April’s one semi-decent meteor shower is the Lyrid shower, which this year peaks the morning of Sunday, April 23. Normally,
Lyrids only produce about 15 to 20 meteors an hour, but on rare occasions—most recently 41 years ago—have produced much stronger displays.
A rare hybrid solar eclipse takes place Thursday, April 20. During this event, the moon is at such a distance from Earth that it is in total eclipse near the center of the path and annular (not large enough to cover the sun completely and thus leaving a thin ring, or annulus, around it) toward either end of the path.
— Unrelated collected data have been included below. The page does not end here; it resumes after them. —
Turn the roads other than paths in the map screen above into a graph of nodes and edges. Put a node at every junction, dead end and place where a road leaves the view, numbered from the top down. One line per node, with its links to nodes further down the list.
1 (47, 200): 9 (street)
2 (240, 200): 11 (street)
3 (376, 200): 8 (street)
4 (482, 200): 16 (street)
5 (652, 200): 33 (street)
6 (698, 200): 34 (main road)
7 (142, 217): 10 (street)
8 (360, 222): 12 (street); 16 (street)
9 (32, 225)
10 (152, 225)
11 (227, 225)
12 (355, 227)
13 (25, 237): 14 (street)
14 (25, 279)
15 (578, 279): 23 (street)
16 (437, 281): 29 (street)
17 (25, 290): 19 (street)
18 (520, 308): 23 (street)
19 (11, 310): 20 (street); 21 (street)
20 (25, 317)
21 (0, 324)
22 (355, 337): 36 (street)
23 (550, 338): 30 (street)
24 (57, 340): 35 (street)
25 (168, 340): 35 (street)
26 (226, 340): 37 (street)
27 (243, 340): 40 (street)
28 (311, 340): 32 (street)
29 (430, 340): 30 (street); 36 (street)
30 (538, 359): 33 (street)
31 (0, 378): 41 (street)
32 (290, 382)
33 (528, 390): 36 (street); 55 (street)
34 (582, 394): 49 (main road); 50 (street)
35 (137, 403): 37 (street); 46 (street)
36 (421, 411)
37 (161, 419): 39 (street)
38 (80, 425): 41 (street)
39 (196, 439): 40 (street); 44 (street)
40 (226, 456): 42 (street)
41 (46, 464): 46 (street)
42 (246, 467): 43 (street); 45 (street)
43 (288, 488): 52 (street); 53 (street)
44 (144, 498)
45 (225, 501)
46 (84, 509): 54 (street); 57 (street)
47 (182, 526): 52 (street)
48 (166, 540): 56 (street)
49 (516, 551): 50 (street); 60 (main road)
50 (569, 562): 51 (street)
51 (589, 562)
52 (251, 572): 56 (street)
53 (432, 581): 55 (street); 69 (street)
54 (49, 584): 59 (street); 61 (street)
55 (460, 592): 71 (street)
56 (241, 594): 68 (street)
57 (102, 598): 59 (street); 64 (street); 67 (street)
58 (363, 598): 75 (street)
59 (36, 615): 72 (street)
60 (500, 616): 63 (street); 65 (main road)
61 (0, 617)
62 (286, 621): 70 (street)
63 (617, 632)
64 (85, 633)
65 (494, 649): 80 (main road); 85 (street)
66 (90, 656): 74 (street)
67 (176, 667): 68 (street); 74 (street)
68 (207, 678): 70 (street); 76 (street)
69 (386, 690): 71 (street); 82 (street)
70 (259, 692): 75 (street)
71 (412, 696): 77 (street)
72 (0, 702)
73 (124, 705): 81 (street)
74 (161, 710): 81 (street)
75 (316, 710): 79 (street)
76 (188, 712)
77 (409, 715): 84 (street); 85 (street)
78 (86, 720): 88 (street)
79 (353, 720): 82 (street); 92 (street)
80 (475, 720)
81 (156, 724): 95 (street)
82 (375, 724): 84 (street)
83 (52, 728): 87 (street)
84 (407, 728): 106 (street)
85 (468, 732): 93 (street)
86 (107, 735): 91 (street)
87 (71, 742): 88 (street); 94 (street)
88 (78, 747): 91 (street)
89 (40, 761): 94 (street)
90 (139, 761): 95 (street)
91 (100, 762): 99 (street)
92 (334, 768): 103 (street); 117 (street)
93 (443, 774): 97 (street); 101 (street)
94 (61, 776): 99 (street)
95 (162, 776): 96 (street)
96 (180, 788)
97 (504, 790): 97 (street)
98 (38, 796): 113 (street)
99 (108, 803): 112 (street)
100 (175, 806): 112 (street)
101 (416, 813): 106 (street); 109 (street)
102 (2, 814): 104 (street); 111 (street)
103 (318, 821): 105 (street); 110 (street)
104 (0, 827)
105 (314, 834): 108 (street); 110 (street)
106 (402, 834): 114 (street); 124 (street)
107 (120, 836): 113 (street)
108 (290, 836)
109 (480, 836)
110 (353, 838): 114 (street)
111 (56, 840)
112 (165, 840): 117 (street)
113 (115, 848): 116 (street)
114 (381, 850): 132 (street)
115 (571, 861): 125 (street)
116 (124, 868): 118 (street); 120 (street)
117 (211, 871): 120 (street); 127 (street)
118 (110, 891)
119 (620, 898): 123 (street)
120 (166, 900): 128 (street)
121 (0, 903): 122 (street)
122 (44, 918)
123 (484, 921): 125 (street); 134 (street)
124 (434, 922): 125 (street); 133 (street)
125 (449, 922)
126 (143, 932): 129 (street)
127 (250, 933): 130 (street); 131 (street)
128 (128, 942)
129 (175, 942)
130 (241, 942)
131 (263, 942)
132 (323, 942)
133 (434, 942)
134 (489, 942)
This month’s eclipse takes place mainly over open waters of the eastern Indian and southern Pacific oceans, with the only landfall taking place over Australia’s Northwest Cape and parts of the islands of Timor and New Guinea in Indonesia. These locations will experience slightly more than one minute of totality.
While New Mexico misses out on this eclipse, we get both of the next two solar eclipses. An annular eclipse October 14 passes directly across New Mexico from northwest to southeast, and a total eclipse crosses east-central Texas on April 8, 2024. New Mexico will see a relatively deep partial eclipse from that event.